WORK ORDER:
Write out every entry exactly; the pictures do not belong in the copy.

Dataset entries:
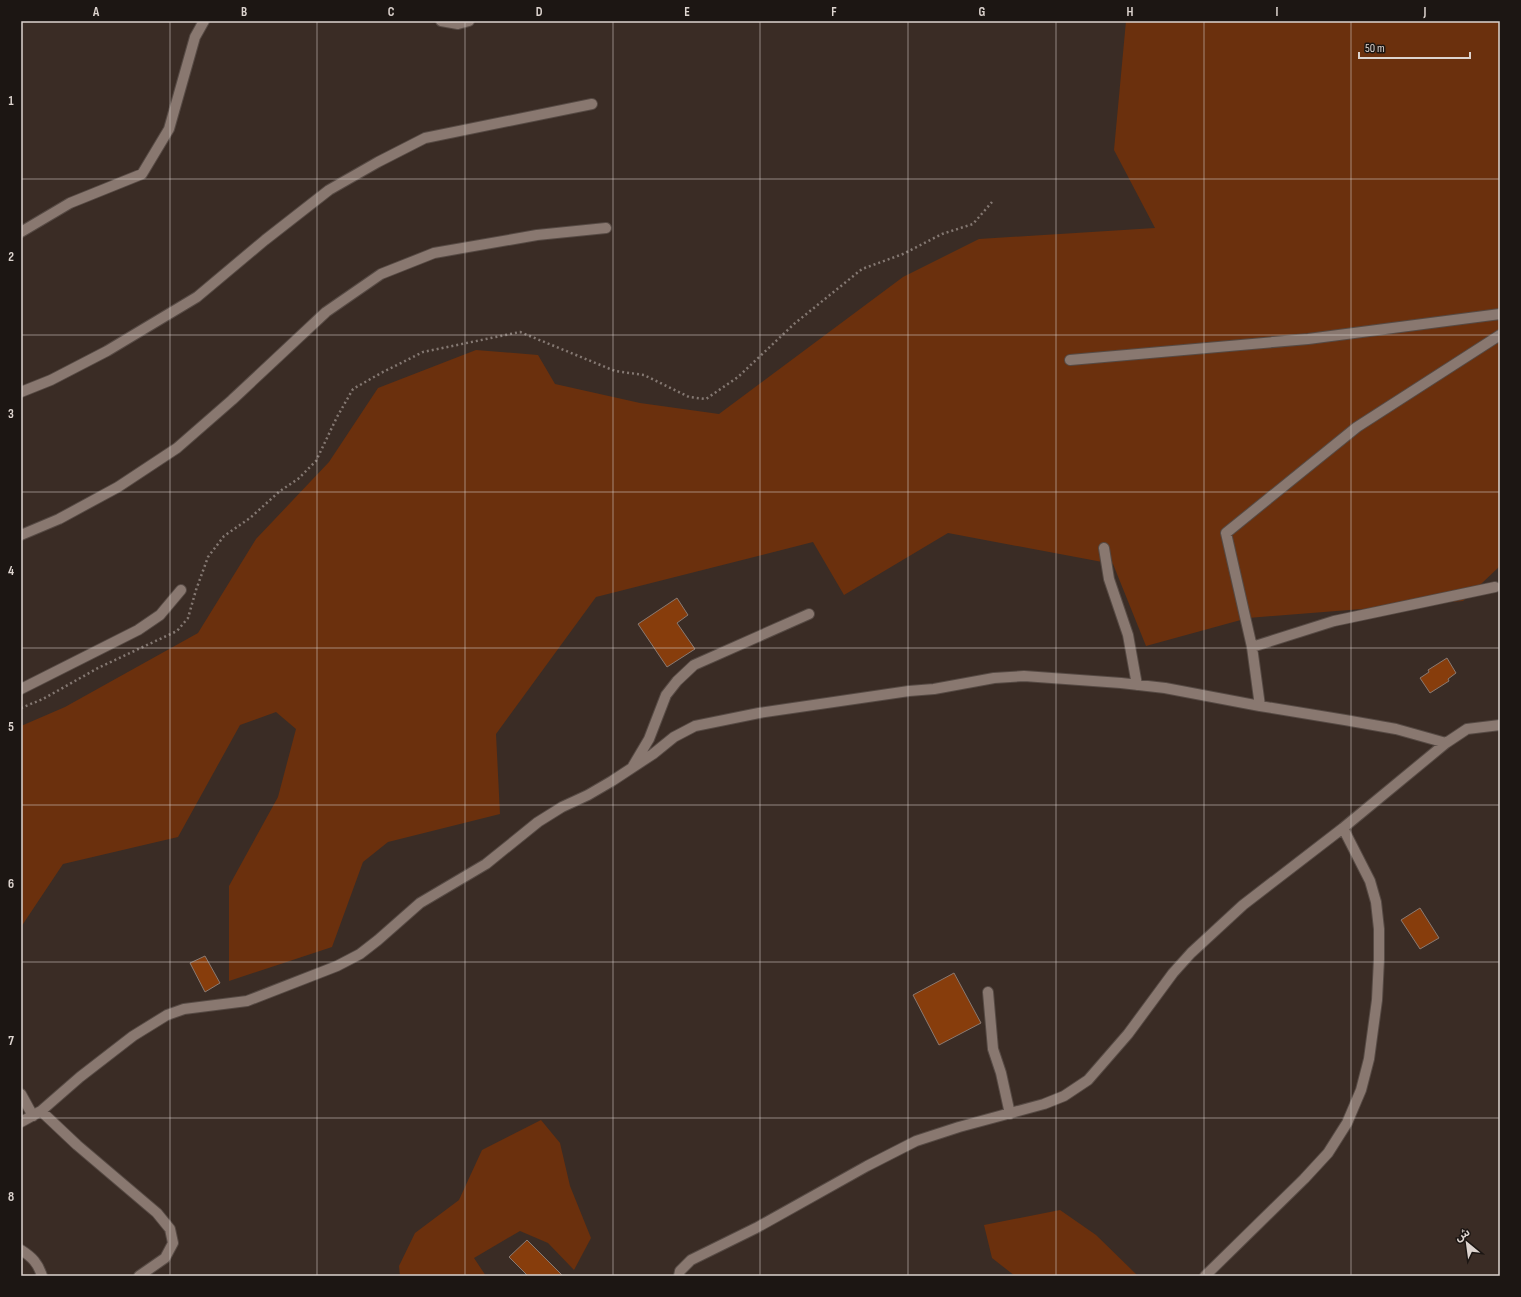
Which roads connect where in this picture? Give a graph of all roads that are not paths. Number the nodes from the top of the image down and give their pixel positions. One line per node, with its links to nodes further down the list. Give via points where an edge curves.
1 (204, 21): 6 (street, via 196,37 169,129 142,174 70,203)
2 (441, 21): 3 (street, via 458,24)
3 (469, 21)
4 (592, 104): 10 (street, via 418,141 329,190 197,297 107,351 51,380)
5 (606, 228): 11 (street, via 537,235 434,253 381,274 326,312 177,448 118,487 59,519)
6 (21, 232)
7 (1500, 314): 9 (street, via 1308,339)
8 (1500, 335): 16 (street, via 1357,427 1226,533)
9 (1070, 360)
10 (21, 392)
11 (21, 535)
12 (1104, 548): 17 (street, via 1109,579 1128,635)
13 (1495, 587): 16 (street, via 1334,621)
14 (181, 590): 18 (street, via 160,615 138,630)
15 (809, 614): 22 (street, via 694,665 666,695 649,739)
16 (1252, 647): 19 (street)
17 (1137, 685): 19 (street); 22 (street, via 1024,676 994,678 934,689 759,713 695,726 674,737)
18 (21, 689)
19 (1260, 706): 21 (street, via 1396,729)
20 (1500, 725): 21 (street, via 1468,730)
21 (1446, 743): 23 (street)
22 (631, 769): 26 (street, via 538,822 486,864 420,904 360,954 337,966 247,1001 184,1009 167,1015 133,1036)
23 (1343, 828): 27 (street, via 1243,906 1191,953 1128,1034 1088,1080 1064,1096); 33 (street, via 1370,882 1376,902 1378,929 1377,1000 1369,1058 1361,1090 1347,1123 1328,1153)
24 (988, 992): 27 (street, via 993,1049)
25 (21, 1094): 26 (street)
26 (37, 1114): 28 (street); 31 (street, via 157,1213 170,1229 173,1243 165,1258)
27 (1010, 1114): 32 (street, via 916,1141 756,1228 691,1260 680,1271)
28 (21, 1122)
29 (21, 1250): 30 (street, via 37,1264)
30 (42, 1276)
31 (139, 1276)
32 (679, 1276)
33 (1205, 1276)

RESPONSE FOR THIS EXERCISE:
Which roads connect where in this picture? Give a graph of all roads that are not paths. Number the nodes from the top of the image down and give their pixel positions. One line per node, with its links to nodes further down the list. Give via points where an edge curves.
1 (204, 21): 6 (street, via 196,37 169,129 142,174 70,203)
2 (441, 21): 3 (street, via 458,24)
3 (469, 21)
4 (592, 104): 10 (street, via 418,141 329,190 197,297 107,351 51,380)
5 (606, 228): 11 (street, via 537,235 434,253 381,274 326,312 177,448 118,487 59,519)
6 (21, 232)
7 (1500, 314): 9 (street, via 1308,339)
8 (1500, 335): 16 (street, via 1357,427 1226,533)
9 (1070, 360)
10 (21, 392)
11 (21, 535)
12 (1104, 548): 17 (street, via 1109,579 1128,635)
13 (1495, 587): 16 (street, via 1334,621)
14 (181, 590): 18 (street, via 160,615 138,630)
15 (809, 614): 22 (street, via 694,665 666,695 649,739)
16 (1252, 647): 19 (street)
17 (1137, 685): 19 (street); 22 (street, via 1024,676 994,678 934,689 759,713 695,726 674,737)
18 (21, 689)
19 (1260, 706): 21 (street, via 1396,729)
20 (1500, 725): 21 (street, via 1468,730)
21 (1446, 743): 23 (street)
22 (631, 769): 26 (street, via 538,822 486,864 420,904 360,954 337,966 247,1001 184,1009 167,1015 133,1036)
23 (1343, 828): 27 (street, via 1243,906 1191,953 1128,1034 1088,1080 1064,1096); 33 (street, via 1370,882 1376,902 1378,929 1377,1000 1369,1058 1361,1090 1347,1123 1328,1153)
24 (988, 992): 27 (street, via 993,1049)
25 (21, 1094): 26 (street)
26 (37, 1114): 28 (street); 31 (street, via 157,1213 170,1229 173,1243 165,1258)
27 (1010, 1114): 32 (street, via 916,1141 756,1228 691,1260 680,1271)
28 (21, 1122)
29 (21, 1250): 30 (street, via 37,1264)
30 (42, 1276)
31 (139, 1276)
32 (679, 1276)
33 (1205, 1276)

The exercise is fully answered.